[Records excerpted from a collection]

--- --- ---

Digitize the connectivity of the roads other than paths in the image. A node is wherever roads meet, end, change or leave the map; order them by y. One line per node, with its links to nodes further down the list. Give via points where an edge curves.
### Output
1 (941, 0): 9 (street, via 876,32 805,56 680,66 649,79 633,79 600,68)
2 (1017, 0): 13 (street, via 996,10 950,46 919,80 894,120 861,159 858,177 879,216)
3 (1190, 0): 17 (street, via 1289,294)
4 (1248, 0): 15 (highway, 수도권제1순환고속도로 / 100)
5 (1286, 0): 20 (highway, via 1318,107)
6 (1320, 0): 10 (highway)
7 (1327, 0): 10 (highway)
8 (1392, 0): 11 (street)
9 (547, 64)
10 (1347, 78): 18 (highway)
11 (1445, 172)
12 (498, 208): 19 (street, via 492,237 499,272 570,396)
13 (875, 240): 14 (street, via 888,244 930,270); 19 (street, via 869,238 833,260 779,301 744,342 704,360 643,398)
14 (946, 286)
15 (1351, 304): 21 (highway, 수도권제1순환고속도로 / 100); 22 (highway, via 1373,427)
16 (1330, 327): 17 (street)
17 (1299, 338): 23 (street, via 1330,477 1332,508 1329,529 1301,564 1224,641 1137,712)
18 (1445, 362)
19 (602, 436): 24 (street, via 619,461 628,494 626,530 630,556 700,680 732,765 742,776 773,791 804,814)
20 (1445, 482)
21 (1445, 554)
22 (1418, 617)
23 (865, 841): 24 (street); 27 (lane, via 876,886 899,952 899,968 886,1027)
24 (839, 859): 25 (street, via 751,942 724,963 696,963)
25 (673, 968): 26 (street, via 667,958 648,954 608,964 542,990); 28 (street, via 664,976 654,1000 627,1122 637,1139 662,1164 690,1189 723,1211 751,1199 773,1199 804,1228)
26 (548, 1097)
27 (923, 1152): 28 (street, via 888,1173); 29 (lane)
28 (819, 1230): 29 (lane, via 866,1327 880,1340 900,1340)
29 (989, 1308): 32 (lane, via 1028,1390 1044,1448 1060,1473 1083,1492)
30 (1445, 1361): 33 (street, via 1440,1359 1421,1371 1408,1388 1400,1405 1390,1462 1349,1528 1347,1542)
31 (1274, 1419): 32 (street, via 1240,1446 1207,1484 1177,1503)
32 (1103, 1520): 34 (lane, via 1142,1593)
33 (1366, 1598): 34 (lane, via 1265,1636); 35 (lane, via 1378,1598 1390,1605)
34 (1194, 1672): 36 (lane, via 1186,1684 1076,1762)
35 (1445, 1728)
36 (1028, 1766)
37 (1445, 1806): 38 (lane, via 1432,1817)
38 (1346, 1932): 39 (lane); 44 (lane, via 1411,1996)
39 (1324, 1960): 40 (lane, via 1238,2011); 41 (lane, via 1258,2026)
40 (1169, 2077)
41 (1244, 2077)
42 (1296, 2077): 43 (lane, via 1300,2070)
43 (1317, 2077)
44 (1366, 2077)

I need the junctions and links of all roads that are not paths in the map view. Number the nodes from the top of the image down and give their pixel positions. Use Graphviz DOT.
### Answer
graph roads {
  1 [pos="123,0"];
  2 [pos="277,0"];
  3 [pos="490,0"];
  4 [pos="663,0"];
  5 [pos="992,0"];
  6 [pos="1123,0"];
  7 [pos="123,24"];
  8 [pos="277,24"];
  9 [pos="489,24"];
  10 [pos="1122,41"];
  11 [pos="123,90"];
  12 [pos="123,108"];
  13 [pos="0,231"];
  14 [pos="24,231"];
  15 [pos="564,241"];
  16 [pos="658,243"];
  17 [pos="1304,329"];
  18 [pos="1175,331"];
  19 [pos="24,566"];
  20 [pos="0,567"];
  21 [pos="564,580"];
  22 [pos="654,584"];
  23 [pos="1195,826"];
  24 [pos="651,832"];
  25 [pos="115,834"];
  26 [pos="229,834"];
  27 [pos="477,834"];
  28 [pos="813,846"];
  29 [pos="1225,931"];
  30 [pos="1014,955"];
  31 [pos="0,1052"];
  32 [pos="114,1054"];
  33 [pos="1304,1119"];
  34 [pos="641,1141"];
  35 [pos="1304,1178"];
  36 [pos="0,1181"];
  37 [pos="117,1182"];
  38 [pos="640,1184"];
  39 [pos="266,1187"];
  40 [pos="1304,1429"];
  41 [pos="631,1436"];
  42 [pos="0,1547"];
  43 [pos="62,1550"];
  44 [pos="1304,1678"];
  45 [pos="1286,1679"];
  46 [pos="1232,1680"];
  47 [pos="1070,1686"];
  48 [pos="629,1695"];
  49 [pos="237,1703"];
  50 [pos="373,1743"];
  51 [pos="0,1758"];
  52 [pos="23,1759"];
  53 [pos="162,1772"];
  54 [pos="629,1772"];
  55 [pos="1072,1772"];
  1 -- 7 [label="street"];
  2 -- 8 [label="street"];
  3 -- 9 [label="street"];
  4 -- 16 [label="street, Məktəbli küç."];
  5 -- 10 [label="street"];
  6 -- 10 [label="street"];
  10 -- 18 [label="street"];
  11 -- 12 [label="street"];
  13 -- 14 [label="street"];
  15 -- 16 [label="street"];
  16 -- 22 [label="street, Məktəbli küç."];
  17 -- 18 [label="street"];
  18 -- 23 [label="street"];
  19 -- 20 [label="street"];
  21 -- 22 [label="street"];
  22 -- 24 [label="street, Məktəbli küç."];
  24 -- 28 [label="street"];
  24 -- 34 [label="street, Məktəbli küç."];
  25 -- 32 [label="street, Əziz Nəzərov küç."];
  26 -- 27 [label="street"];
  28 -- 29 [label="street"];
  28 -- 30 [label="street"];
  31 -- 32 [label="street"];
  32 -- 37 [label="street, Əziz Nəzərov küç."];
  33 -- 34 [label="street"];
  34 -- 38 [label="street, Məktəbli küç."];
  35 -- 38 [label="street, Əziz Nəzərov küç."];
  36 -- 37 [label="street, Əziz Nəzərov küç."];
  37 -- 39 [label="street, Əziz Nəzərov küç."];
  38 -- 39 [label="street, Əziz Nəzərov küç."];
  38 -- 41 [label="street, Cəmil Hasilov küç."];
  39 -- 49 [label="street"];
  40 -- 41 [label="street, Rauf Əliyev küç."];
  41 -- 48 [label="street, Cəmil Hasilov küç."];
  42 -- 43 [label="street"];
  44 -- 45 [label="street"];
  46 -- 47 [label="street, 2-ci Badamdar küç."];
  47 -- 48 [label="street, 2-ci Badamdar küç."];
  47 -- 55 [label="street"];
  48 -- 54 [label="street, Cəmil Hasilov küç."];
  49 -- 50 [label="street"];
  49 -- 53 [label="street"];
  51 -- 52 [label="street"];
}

--- --- ---

TASK DIRECTIONS
Retype the data in full, precisely as given.

TASK RESPONSE
Digitize the connectivity of the roads other than paths in the image. A node is wherever roads meet, end, change or leave the map; order them by y. One line per node, with its links to nodes further down the list. Give via points where an edge curves.
### Output
1 (941, 0): 9 (street, via 876,32 805,56 680,66 649,79 633,79 600,68)
2 (1017, 0): 13 (street, via 996,10 950,46 919,80 894,120 861,159 858,177 879,216)
3 (1190, 0): 17 (street, via 1289,294)
4 (1248, 0): 15 (highway, 수도권제1순환고속도로 / 100)
5 (1286, 0): 20 (highway, via 1318,107)
6 (1320, 0): 10 (highway)
7 (1327, 0): 10 (highway)
8 (1392, 0): 11 (street)
9 (547, 64)
10 (1347, 78): 18 (highway)
11 (1445, 172)
12 (498, 208): 19 (street, via 492,237 499,272 570,396)
13 (875, 240): 14 (street, via 888,244 930,270); 19 (street, via 869,238 833,260 779,301 744,342 704,360 643,398)
14 (946, 286)
15 (1351, 304): 21 (highway, 수도권제1순환고속도로 / 100); 22 (highway, via 1373,427)
16 (1330, 327): 17 (street)
17 (1299, 338): 23 (street, via 1330,477 1332,508 1329,529 1301,564 1224,641 1137,712)
18 (1445, 362)
19 (602, 436): 24 (street, via 619,461 628,494 626,530 630,556 700,680 732,765 742,776 773,791 804,814)
20 (1445, 482)
21 (1445, 554)
22 (1418, 617)
23 (865, 841): 24 (street); 27 (lane, via 876,886 899,952 899,968 886,1027)
24 (839, 859): 25 (street, via 751,942 724,963 696,963)
25 (673, 968): 26 (street, via 667,958 648,954 608,964 542,990); 28 (street, via 664,976 654,1000 627,1122 637,1139 662,1164 690,1189 723,1211 751,1199 773,1199 804,1228)
26 (548, 1097)
27 (923, 1152): 28 (street, via 888,1173); 29 (lane)
28 (819, 1230): 29 (lane, via 866,1327 880,1340 900,1340)
29 (989, 1308): 32 (lane, via 1028,1390 1044,1448 1060,1473 1083,1492)
30 (1445, 1361): 33 (street, via 1440,1359 1421,1371 1408,1388 1400,1405 1390,1462 1349,1528 1347,1542)
31 (1274, 1419): 32 (street, via 1240,1446 1207,1484 1177,1503)
32 (1103, 1520): 34 (lane, via 1142,1593)
33 (1366, 1598): 34 (lane, via 1265,1636); 35 (lane, via 1378,1598 1390,1605)
34 (1194, 1672): 36 (lane, via 1186,1684 1076,1762)
35 (1445, 1728)
36 (1028, 1766)
37 (1445, 1806): 38 (lane, via 1432,1817)
38 (1346, 1932): 39 (lane); 44 (lane, via 1411,1996)
39 (1324, 1960): 40 (lane, via 1238,2011); 41 (lane, via 1258,2026)
40 (1169, 2077)
41 (1244, 2077)
42 (1296, 2077): 43 (lane, via 1300,2070)
43 (1317, 2077)
44 (1366, 2077)

I need the junctions and links of all roads that are not paths in the map view. Number the nodes from the top of the image down and give their pixel positions. Use Graphviz DOT.
### Answer
graph roads {
  1 [pos="123,0"];
  2 [pos="277,0"];
  3 [pos="490,0"];
  4 [pos="663,0"];
  5 [pos="992,0"];
  6 [pos="1123,0"];
  7 [pos="123,24"];
  8 [pos="277,24"];
  9 [pos="489,24"];
  10 [pos="1122,41"];
  11 [pos="123,90"];
  12 [pos="123,108"];
  13 [pos="0,231"];
  14 [pos="24,231"];
  15 [pos="564,241"];
  16 [pos="658,243"];
  17 [pos="1304,329"];
  18 [pos="1175,331"];
  19 [pos="24,566"];
  20 [pos="0,567"];
  21 [pos="564,580"];
  22 [pos="654,584"];
  23 [pos="1195,826"];
  24 [pos="651,832"];
  25 [pos="115,834"];
  26 [pos="229,834"];
  27 [pos="477,834"];
  28 [pos="813,846"];
  29 [pos="1225,931"];
  30 [pos="1014,955"];
  31 [pos="0,1052"];
  32 [pos="114,1054"];
  33 [pos="1304,1119"];
  34 [pos="641,1141"];
  35 [pos="1304,1178"];
  36 [pos="0,1181"];
  37 [pos="117,1182"];
  38 [pos="640,1184"];
  39 [pos="266,1187"];
  40 [pos="1304,1429"];
  41 [pos="631,1436"];
  42 [pos="0,1547"];
  43 [pos="62,1550"];
  44 [pos="1304,1678"];
  45 [pos="1286,1679"];
  46 [pos="1232,1680"];
  47 [pos="1070,1686"];
  48 [pos="629,1695"];
  49 [pos="237,1703"];
  50 [pos="373,1743"];
  51 [pos="0,1758"];
  52 [pos="23,1759"];
  53 [pos="162,1772"];
  54 [pos="629,1772"];
  55 [pos="1072,1772"];
  1 -- 7 [label="street"];
  2 -- 8 [label="street"];
  3 -- 9 [label="street"];
  4 -- 16 [label="street, Məktəbli küç."];
  5 -- 10 [label="street"];
  6 -- 10 [label="street"];
  10 -- 18 [label="street"];
  11 -- 12 [label="street"];
  13 -- 14 [label="street"];
  15 -- 16 [label="street"];
  16 -- 22 [label="street, Məktəbli küç."];
  17 -- 18 [label="street"];
  18 -- 23 [label="street"];
  19 -- 20 [label="street"];
  21 -- 22 [label="street"];
  22 -- 24 [label="street, Məktəbli küç."];
  24 -- 28 [label="street"];
  24 -- 34 [label="street, Məktəbli küç."];
  25 -- 32 [label="street, Əziz Nəzərov küç."];
  26 -- 27 [label="street"];
  28 -- 29 [label="street"];
  28 -- 30 [label="street"];
  31 -- 32 [label="street"];
  32 -- 37 [label="street, Əziz Nəzərov küç."];
  33 -- 34 [label="street"];
  34 -- 38 [label="street, Məktəbli küç."];
  35 -- 38 [label="street, Əziz Nəzərov küç."];
  36 -- 37 [label="street, Əziz Nəzərov küç."];
  37 -- 39 [label="street, Əziz Nəzərov küç."];
  38 -- 39 [label="street, Əziz Nəzərov küç."];
  38 -- 41 [label="street, Cəmil Hasilov küç."];
  39 -- 49 [label="street"];
  40 -- 41 [label="street, Rauf Əliyev küç."];
  41 -- 48 [label="street, Cəmil Hasilov küç."];
  42 -- 43 [label="street"];
  44 -- 45 [label="street"];
  46 -- 47 [label="street, 2-ci Badamdar küç."];
  47 -- 48 [label="street, 2-ci Badamdar küç."];
  47 -- 55 [label="street"];
  48 -- 54 [label="street, Cəmil Hasilov küç."];
  49 -- 50 [label="street"];
  49 -- 53 [label="street"];
  51 -- 52 [label="street"];
}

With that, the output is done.